Service by email coming January 1
[A version of the following article by Chicago writer Maria Kantzavelos will appear in the January Illinois Bar Journal as part of a longer piece about the Illinois Supreme Court's e-filing initiative.]
Effective Jan. 1, attorneys and parties involved in civil cases in circuit courts statewide must include an email address for service of documents on appearances and on all pleadings filed in court. The amendments to Supreme Court Rule 11, announced in October, make the following changes:
Rule 11. Manner of Serving
Papers Documents Other Than Process and Complaint on Parties Not in Default in the Trial and Reviewing Courts
(a) On Whom Made. If a party is represented by an attorney of record, service shall be made upon the attorney. Otherwise service shall be made upon the party.

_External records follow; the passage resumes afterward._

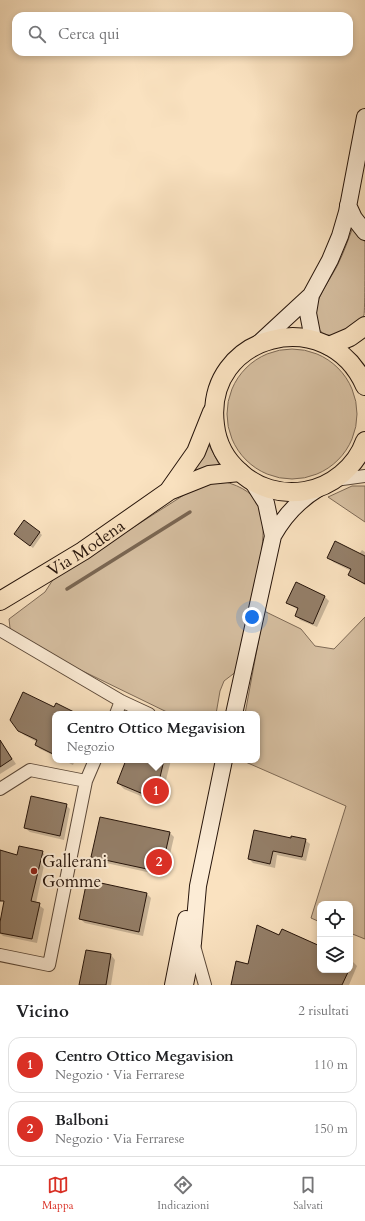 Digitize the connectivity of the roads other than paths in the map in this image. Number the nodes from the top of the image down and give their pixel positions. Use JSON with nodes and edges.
{"nodes":[{"id":1,"x":365,"y":117,"type":"edge"},
{"id":2,"x":348,"y":204,"type":"junction"},
{"id":3,"x":365,"y":232,"type":"edge"},
{"id":4,"x":311,"y":295,"type":"junction"},
{"id":5,"x":365,"y":326,"type":"edge"},
{"id":6,"x":321,"y":342,"type":"junction"},
{"id":7,"x":256,"y":345,"type":"junction"},
{"id":8,"x":365,"y":386,"type":"edge"},
{"id":9,"x":214,"y":405,"type":"junction"},
{"id":10,"x":365,"y":441,"type":"edge"},
{"id":11,"x":365,"y":476,"type":"edge"},
{"id":12,"x":246,"y":477,"type":"junction"},
{"id":13,"x":329,"y":483,"type":"junction"},
{"id":14,"x":169,"y":491,"type":"junction"},
{"id":15,"x":273,"y":536,"type":"junction"},
{"id":16,"x":0,"y":601,"type":"edge"},
{"id":17,"x":0,"y":630,"type":"edge"},
{"id":18,"x":121,"y":701,"type":"junction"},
{"id":19,"x":117,"y":711,"type":"edge"},
{"id":20,"x":143,"y":711,"type":"edge"},
{"id":21,"x":235,"y":711,"type":"edge"},
{"id":22,"x":94,"y":763,"type":"edge"},
{"id":23,"x":223,"y":763,"type":"edge"},
{"id":24,"x":86,"y":780,"type":"junction"},
{"id":25,"x":0,"y":789,"type":"edge"},
{"id":26,"x":198,"y":886,"type":"junction"},
{"id":27,"x":193,"y":943,"type":"junction"},
{"id":28,"x":0,"y":955,"type":"edge"},
{"id":29,"x":173,"y":985,"type":"edge"},
{"id":30,"x":185,"y":985,"type":"edge"},
{"id":31,"x":205,"y":985,"type":"edge"}],
"edges":[{"from":1,"to":2,"type":"main road"},
{"from":2,"to":3,"type":"main road"},
{"from":2,"to":4,"type":"main road"},
{"from":4,"to":6,"type":"main road"},
{"from":4,"to":7,"type":"main road"},
{"from":5,"to":6,"type":"main road"},
{"from":6,"to":7,"type":"main road","name":"Via Modena"},
{"from":6,"to":8,"type":"main road","name":"Via Modena"},
{"from":7,"to":9,"type":"main road","name":"Via Modena"},
{"from":9,"to":12,"type":"main road","name":"Via Modena"},
{"from":9,"to":14,"type":"main road","name":"Via Modena"},
{"from":10,"to":13,"type":"main road","name":"Via Modena"},
{"from":11,"to":13,"type":"street"},
{"from":12,"to":13,"type":"main road","name":"Via Modena"},
{"from":12,"to":14,"type":"main road","name":"Via Modena"},
{"from":12,"to":15,"type":"main road"},
{"from":13,"to":15,"type":"main road"},
{"from":14,"to":16,"type":"main road","name":"Via Modena"},
{"from":15,"to":21,"type":"main road"},
{"from":17,"to":18,"type":"street"},
{"from":18,"to":19,"type":"street"},
{"from":18,"to":20,"type":"street"},
{"from":22,"to":24,"type":"street"},
{"from":23,"to":26,"type":"main road"},
{"from":24,"to":25,"type":"street"},
{"from":24,"to":28,"type":"street"},
{"from":26,"to":27,"type":"main road"},
{"from":26,"to":29,"type":"main road"},
{"from":27,"to":30,"type":"main road"},
{"from":27,"to":31,"type":"street"}]} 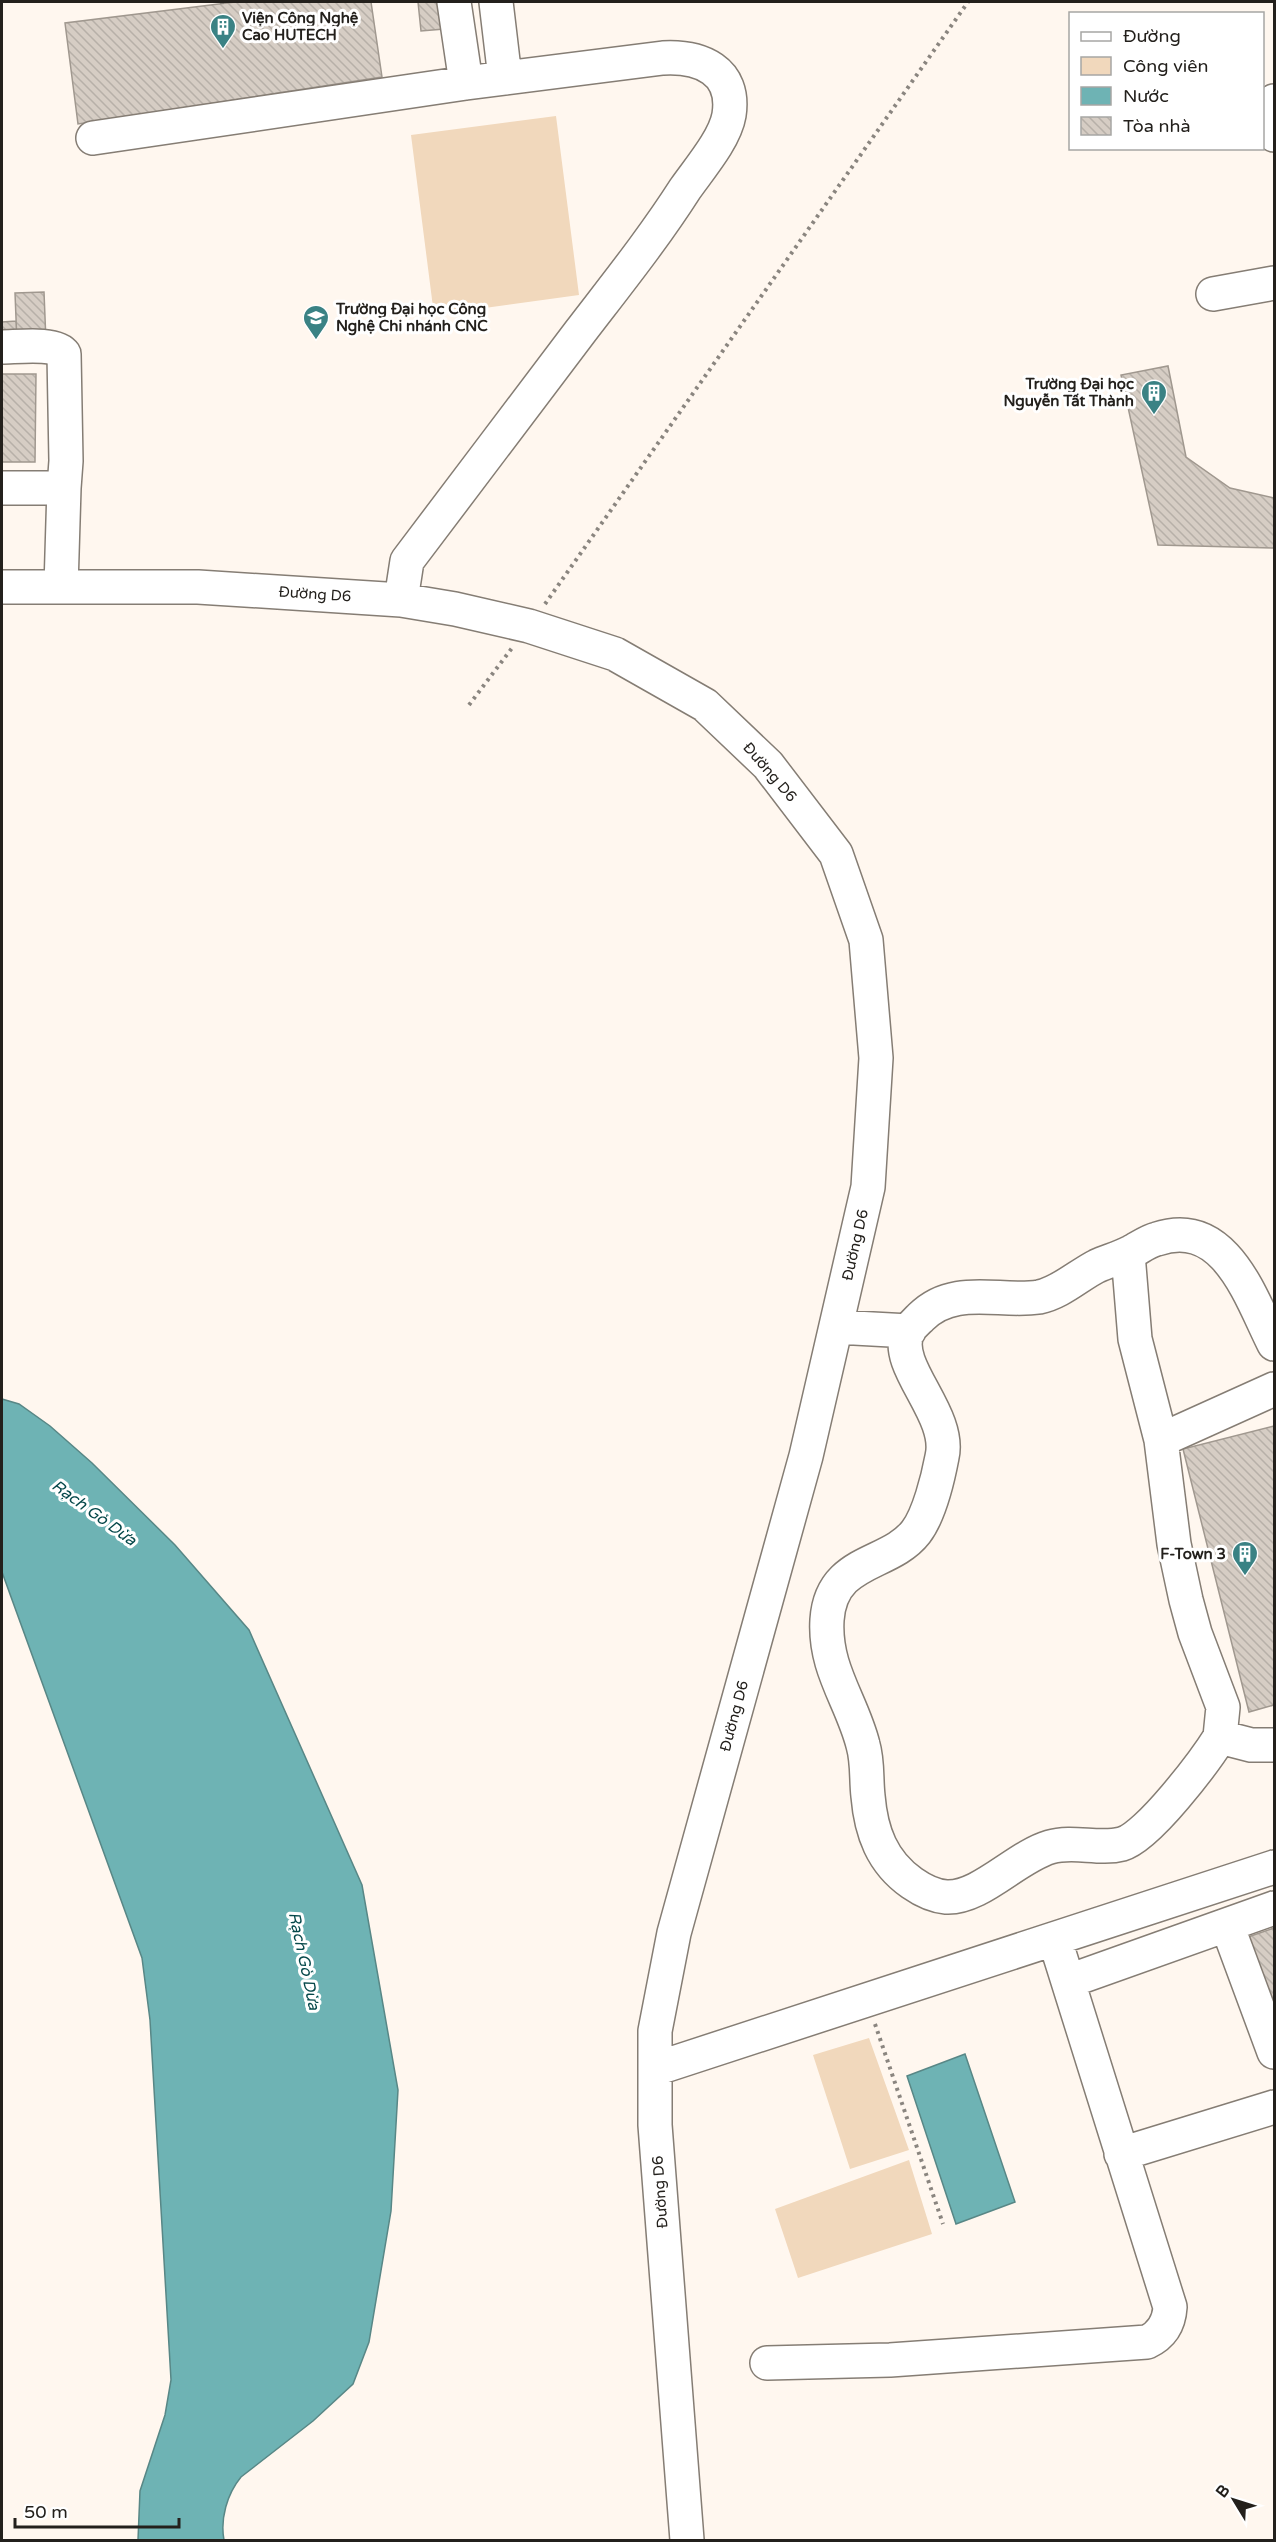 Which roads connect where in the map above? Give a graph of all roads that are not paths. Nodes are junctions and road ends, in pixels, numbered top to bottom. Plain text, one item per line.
1 (454, 2) edge
2 (496, 2) edge
3 (505, 78) junction
4 (466, 83) junction
5 (1275, 101) edge
6 (1275, 135) edge
7 (93, 138) dead end
8 (1275, 283) edge
9 (1213, 294) dead end
10 (2, 347) edge
11 (2, 488) edge
12 (64, 488) junction
13 (2, 587) edge
14 (61, 587) junction
15 (401, 600) junction
16 (1128, 1254) junction
17 (836, 1327) junction
18 (909, 1331) junction
19 (1275, 1344) edge
20 (1275, 1389) edge
21 (1161, 1440) junction
22 (1220, 1737) junction
23 (1275, 1745) edge
24 (1275, 1867) edge
25 (1275, 1908) edge
26 (1227, 1925) junction
27 (1054, 1940) junction
28 (1069, 1981) junction
29 (1275, 2052) edge
30 (655, 2069) junction
31 (1275, 2107) edge
32 (1121, 2154) junction
33 (767, 2363) dead end
34 (687, 2541) edge

1 - 4 street
2 - 3 street
3 - 4 street
3 - 15 street
4 - 7 street
5 - 6 street
8 - 9 street
10 - 12 street
11 - 12 street
12 - 14 street
13 - 14 street, Đường D6
14 - 15 street, Đường D6
15 - 17 street, Đường D6
16 - 18 street
16 - 19 street
16 - 21 street
17 - 18 street
17 - 30 street, Đường D6
18 - 22 street
20 - 21 street
21 - 22 street
22 - 23 street
24 - 27 street
25 - 26 street
26 - 28 street
26 - 29 street
27 - 28 street
27 - 30 street
28 - 32 street
30 - 34 street, Đường D6
31 - 32 street
32 - 33 street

Papers Documents shall be served as follows:
(6) by transmitting them via e-mail to the designated e-mail address of record for the attorney or party; or
(7) by transmission through a service provider that provides an electronic in-box for those parties registered to use the service.
(d) E-Mail Address. A party or an attorney must include on the appearance and on all pleadings filed in court an e-mail address for service of documents.
In addition to striking the word “papers” and replacing it with “documents,” the amended rule permits litigants to serve those documents using the designated email address of record for the attorney or party. And – importantly – it requires lawyers to receive documents served by email as valid service.
The rule amendment expressly allows transmission through a service that "provides an electronic in-box" for those registered to use it, a change that should help avoid the file-size limits and other problems inherent in sending email with large attachments.
But electronic documents come in countless formats – does the new rule mean lawyers must acquire software for every conceivable format so they can convert each document to a readable form? “I think good manners solves this problem,” said Chicago lawyer Bruce R. Pfaff, chair of the Supreme Court’s Special E-Business Committee. “If someone sends a lawyer material in a format that cannot be downloaded, a simple request to provide it in another format should solve the problem.
“If it truly cannot be converted to a basic format like PDF, you then have a special problem,” he said. “When lawyers have special problems that cannot be resolved, they need to go to court. I suspect the instances will be rare and no more so than in present litigation.”
For lawyers who wonder how they will verify receipt of service, Pfaff said, “You don’t. When you serve by regular mail, you don’t ‘verify receipt of service’ and you don’t need to do it when serving by email. If service is challenged at a hearing, the sender may wish to print the sent email showing the correct e-address or verify that she hasn’t received a bounce back.”
E-business committee member Trent Bush of Sterling said the email service will be “convenient for both sides” in a lawsuit. “Traditionally, I would have to mail a copy of everything I file with the court to opposing counsel and parties,” Bush said. “Now you can do that electronically, rather than sticking it in the mail.
“People have accepted communicating by email as…appropriate, economical, and convenient….I think that the ability to serve parties by email will be welcomed by Illinois attorneys,” he said.
Before the rule change, Bush said, a lawyer walking into the office on a Monday morning might discover that the pleading sent by an opposing counsel on the previous Friday had been sitting at the fax machine all weekend, or is in the day’s bundle of snail mail.
With the popularity of smart phones and the amended rule allowing documents to be served via email, Bush said, “You’re going to know that that pleading is out there, rather than maybe catching up with it a few days later.…It will allow attorneys to be a little more on top of their cases.”